• Required work:
There is one span to output from the data below: the lines starting at the line with "thumb mcp: (123, 263)" and ending at the line with "ring dip: (130, 216)". Output it exactly, ends included, nothing more.

*** Data extract Section Begins ***

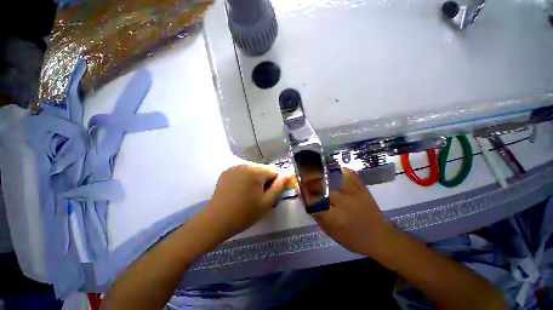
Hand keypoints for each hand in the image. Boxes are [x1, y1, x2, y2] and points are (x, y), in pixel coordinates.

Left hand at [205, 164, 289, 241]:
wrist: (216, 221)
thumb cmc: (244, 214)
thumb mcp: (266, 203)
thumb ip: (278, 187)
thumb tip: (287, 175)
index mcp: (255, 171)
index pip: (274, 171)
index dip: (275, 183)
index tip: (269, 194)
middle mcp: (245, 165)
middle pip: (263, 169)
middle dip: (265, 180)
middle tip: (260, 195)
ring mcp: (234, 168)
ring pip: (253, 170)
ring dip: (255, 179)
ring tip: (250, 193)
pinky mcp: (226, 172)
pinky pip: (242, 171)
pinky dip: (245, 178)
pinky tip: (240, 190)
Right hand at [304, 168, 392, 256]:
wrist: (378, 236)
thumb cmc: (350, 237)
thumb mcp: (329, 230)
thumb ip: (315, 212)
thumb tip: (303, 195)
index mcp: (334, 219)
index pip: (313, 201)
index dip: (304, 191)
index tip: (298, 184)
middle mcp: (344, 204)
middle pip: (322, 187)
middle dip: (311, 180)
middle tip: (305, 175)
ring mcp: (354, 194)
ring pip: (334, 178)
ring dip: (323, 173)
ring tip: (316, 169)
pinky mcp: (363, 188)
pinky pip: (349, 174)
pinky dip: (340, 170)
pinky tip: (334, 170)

*** Data extract Section Ends ***
*** Data extract Section Begins ***

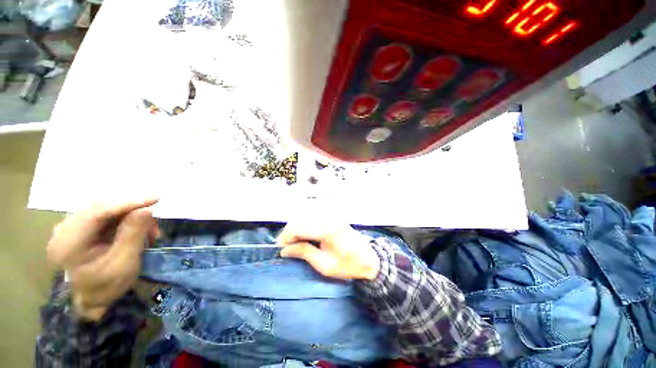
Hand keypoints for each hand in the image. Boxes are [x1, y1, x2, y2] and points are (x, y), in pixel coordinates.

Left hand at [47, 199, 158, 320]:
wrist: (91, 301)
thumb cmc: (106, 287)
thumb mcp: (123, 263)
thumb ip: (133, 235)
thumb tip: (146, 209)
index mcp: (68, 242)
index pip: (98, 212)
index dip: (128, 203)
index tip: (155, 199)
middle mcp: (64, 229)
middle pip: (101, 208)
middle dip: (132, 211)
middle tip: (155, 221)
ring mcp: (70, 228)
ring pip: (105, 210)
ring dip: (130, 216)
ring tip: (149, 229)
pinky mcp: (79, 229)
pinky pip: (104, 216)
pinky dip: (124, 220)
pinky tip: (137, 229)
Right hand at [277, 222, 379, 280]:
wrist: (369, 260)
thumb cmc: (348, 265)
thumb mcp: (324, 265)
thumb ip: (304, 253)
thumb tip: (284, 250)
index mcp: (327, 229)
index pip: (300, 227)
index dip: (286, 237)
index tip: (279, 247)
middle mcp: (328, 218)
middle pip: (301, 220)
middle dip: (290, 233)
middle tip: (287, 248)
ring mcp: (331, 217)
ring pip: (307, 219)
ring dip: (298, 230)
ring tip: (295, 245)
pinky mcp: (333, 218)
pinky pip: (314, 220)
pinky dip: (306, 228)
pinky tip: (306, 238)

*** Data extract Section Ends ***

• Final answer:
thumb mcp: (123, 263)
thumb ip: (133, 235)
thumb tip: (146, 209)
index mcp: (68, 242)
index pip: (98, 212)
index dip: (128, 203)
index tip: (155, 199)
middle mcp: (64, 229)
middle pip: (101, 208)
middle dip: (132, 211)
middle tip: (155, 221)
ring mcp: (70, 228)
ring pip: (105, 210)
ring dip: (130, 216)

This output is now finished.